5 Labs Every Woman 40+ Should Be Getting & Why Your Doctor Probably Isn't Ordering Them

You're in your 40s. You eat well, you move your body, and you're doing everything "right, “but something feels off. Your energy is unpredictable, your mood has shifted, and your brain doesn't feel like your own.
You go to your doctor, and they may say everything is "normal."
But did they really look under the hood?
Standard lab panels were largely developed and studied in populations that don't reflect what optimal looks like for a woman navigating perimenopause. Lab panel normals are often based on populations that may be “unhealthy.” Cardiovascular disease is the leading cause of death in women, and yet the hormonal shifts of midlife that significantly change cardiovascular risk go largely untested in routine care. Weight gain, brain fog, and fatigue are all common but rarely assessed by bloodwork.
If you want real answers, you must ask for the right tests.
Here are the five tests every woman over 40 should have on her radar.
1. Heart testing: ApoB & LpA
Your standard lipid panel gives you total cholesterol, LDL, HDL, and triglycerides, but it can miss the most important piece of your heart disease risk picture. ApoB (apolipoprotein B) is the structural protein anchoring every atherogenic lipoprotein particle in your blood. Because every LDL, VLDL, and IDL molecule carries exactly one ApoB molecule, it functions as a direct particle count. Research1 involving over 95,000 participants, published in the Journal of the American College of Cardiology, confirms that excess ApoB is associated with a significantly increased risk of heart attack, atherosclerotic cardiovascular disease, and mortality beyond what LDL-C alone captures. As women transition through menopause, total cholesterol, LDL-C, and ApoB all rise, increasing cardiovascular disease risk at a time when most women aren't being monitored for it.

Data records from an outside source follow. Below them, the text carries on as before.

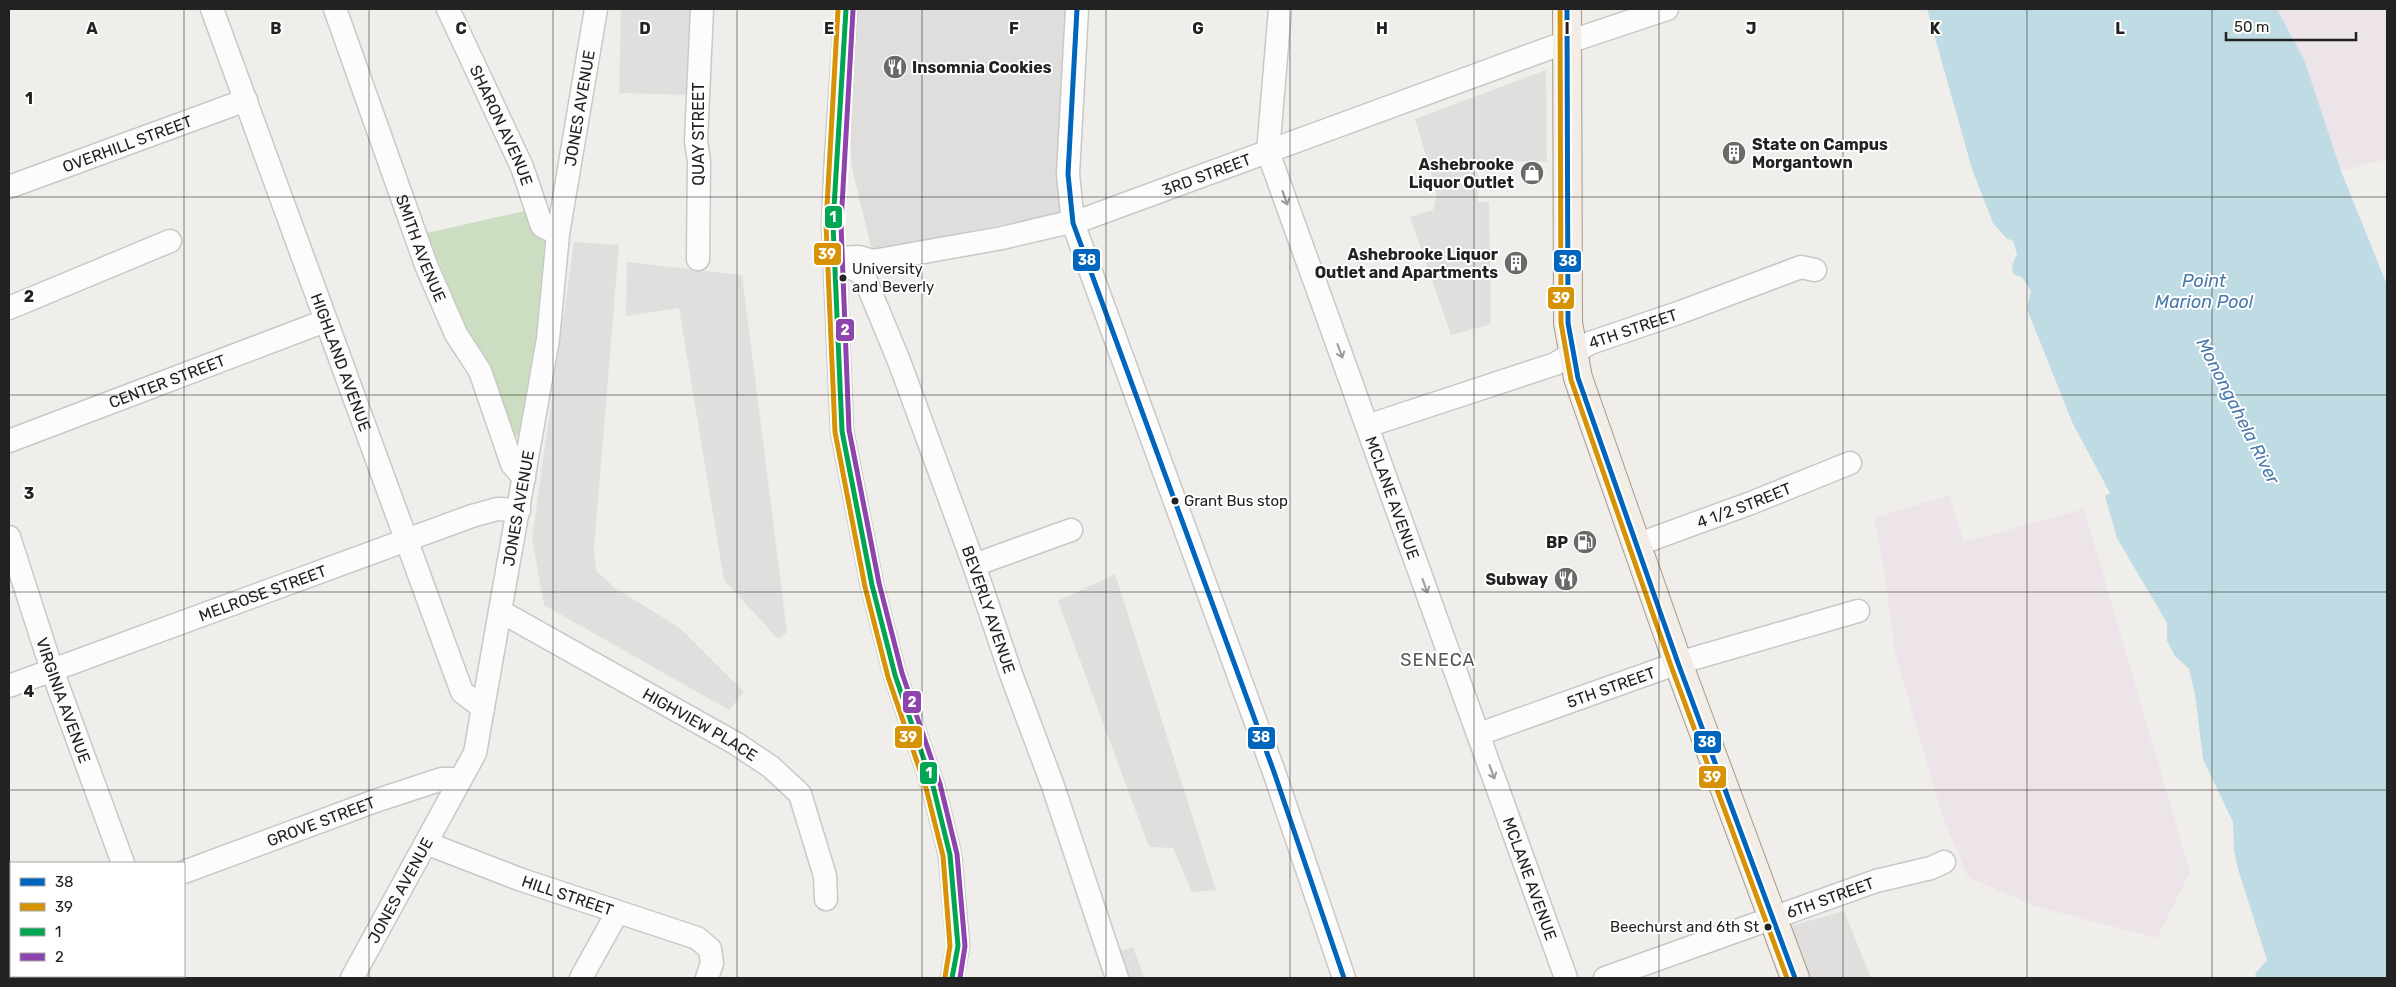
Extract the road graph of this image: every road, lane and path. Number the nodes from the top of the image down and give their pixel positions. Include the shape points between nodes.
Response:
1 (212, 9) edge
2 (335, 9) edge
3 (448, 9) edge
4 (596, 9) edge
5 (702, 9) edge
6 (846, 9) edge
7 (1077, 9) edge
8 (1280, 9) edge
9 (1566, 9) edge
10 (1667, 9) edge
11 (1568, 42) junction
12 (246, 100) junction
13 (1268, 152) junction
14 (9, 187) edge
15 (1072, 223) junction
16 (558, 234) junction
17 (170, 241) dead end
18 (834, 258) junction
19 (698, 259) dead end
20 (1815, 270) dead end
21 (9, 308) edge
22 (324, 320) junction
23 (1573, 354) junction
24 (1367, 426) junction
25 (9, 441) edge
26 (1850, 463) dead end
27 (524, 478) junction
28 (519, 510) junction
29 (1071, 530) dead end
30 (9, 538) edge
31 (406, 540) junction
32 (1636, 545) junction
33 (974, 565) junction
34 (500, 611) junction
35 (1858, 611) dead end
36 (1678, 663) junction
37 (52, 670) junction
38 (9, 686) edge
39 (483, 708) junction
40 (1479, 734) junction
41 (460, 779) junction
42 (426, 843) junction
43 (123, 862) edge
44 (1944, 862) dead end
45 (185, 872) edge
46 (826, 899) dead end
47 (617, 913) junction
48 (1774, 918) junction
49 (352, 978) edge
50 (581, 978) edge
51 (707, 978) edge
52 (952, 978) edge
53 (1117, 978) edge
54 (1344, 978) edge
55 (1566, 978) edge
56 (1605, 978) edge
57 (1795, 978) edge

1 - 12 street, HIGHLAND AVENUE
2 - 27 street, SMITH AVENUE via 426,264 456,334 480,371 512,464
3 - 16 street, SHARON AVENUE via 522,168 542,226
4 - 16 street, JONES AVENUE
5 - 19 street, QUAY STREET via 696,132 699,161
6 - 18 street via 836,157
7 - 15 street via 1068,174
8 - 13 street, MCLANE AVENUE
9 - 11 main road
10 - 11 street, 3RD STREET
11 - 13 street, 3RD STREET
11 - 23 main road via 1568,323
12 - 14 street, OVERHILL STREET
12 - 22 street, HIGHLAND AVENUE
13 - 15 street, 3RD STREET
13 -> 24 street, MCLANE AVENUE
15 - 18 street, 3RD STREET via 873,261
15 - 54 street via 1274,772
16 - 27 street, JONES AVENUE via 548,339
17 - 21 street
18 - 33 street, BEVERLY AVENUE via 863,274 899,360
18 - 52 street via 842,431 872,585 895,675 933,786 950,855 958,946
20 - 23 street, 4TH STREET via 1801,268 1590,343
22 - 25 street, CENTER STREET
22 - 31 street, HIGHLAND AVENUE
23 - 24 street, 4TH STREET via 1555,364
23 - 32 main road via 1578,378
24 -> 40 street, MCLANE AVENUE
26 - 32 street, 4 1/2 STREET
27 - 28 street, JONES AVENUE
28 - 31 street, MELROSE STREET via 497,510 472,516
28 - 34 street, JONES AVENUE
29 - 33 street
30 - 37 street, VIRGINIA AVENUE
31 - 37 street, MELROSE STREET
31 - 39 street, HIGHLAND AVENUE via 462,692
32 - 36 main road
33 - 53 street, BEVERLY AVENUE
34 - 39 street, JONES AVENUE
34 - 46 street, HIGHVIEW PLACE via 736,743 771,767 800,794 825,876
35 - 36 street, 5TH STREET
36 - 40 street, 5TH STREET
36 - 48 main road
37 - 38 street, MELROSE STREET
37 - 43 street, VIRGINIA AVENUE
39 - 41 street, JONES AVENUE via 475,753
40 -> 55 street, MCLANE AVENUE
41 - 42 street, JONES AVENUE
41 - 45 street, GROVE STREET via 442,779 375,801
42 - 47 street, HILL STREET
42 - 49 street, JONES AVENUE
44 - 48 street, 6TH STREET via 1876,881
47 - 50 street
47 - 51 street, HILL STREET via 697,938 710,949 712,963
48 - 56 street, 6TH STREET
48 - 57 main road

Lipoprotein(a), or Lp(a), is a heritable cardiovascular risk factor that may also rise as estrogen levels decline during the menopausal transition. Research from the National Lipid Association suggests Lp(a) warrants direct testing in women, particularly given the cardiovascular risk changes in midlife. Research shows Lp(a) levels rise after menopause, and the menopausal transition itself is an independent risk factor for cardiovascular disease, beyond age-related changes alone. Estrogen appears to suppress Lp(a); as it declines, risk can quietly climb2. Most women have never been tested.
2. Metabolic testing: Fasting insulin
Most doctors test blood sugar via hemoglobin A1C. Almost none routinely test fasting insulin, which is a significant blind spot. Insulin resistance can be present for a decade before blood glucose rises enough to be flagged as prediabetes. In the menopausal transition, cardiometabolic changes include shifts in body composition, elevated blood pressure, altered lipoprotein profiles, and insulin resistance. This is what leads to “menopause belly.”
Hormonal fluctuations in perimenopause directly impair insulin sensitivity. Research shows that elevated fasting insulin levels at midlife 3are independently associated with earlier onset of vasomotor symptoms such as hot flashes and night sweats, suggesting that insulin resistance may be driving symptoms that many women attribute solely to estrogen decline. Studies3 have also found that insulin resistance and hyperinsulinemia contribute to the formation of atherosclerotic plaques and increase cardiovascular risk in postmenopausal women.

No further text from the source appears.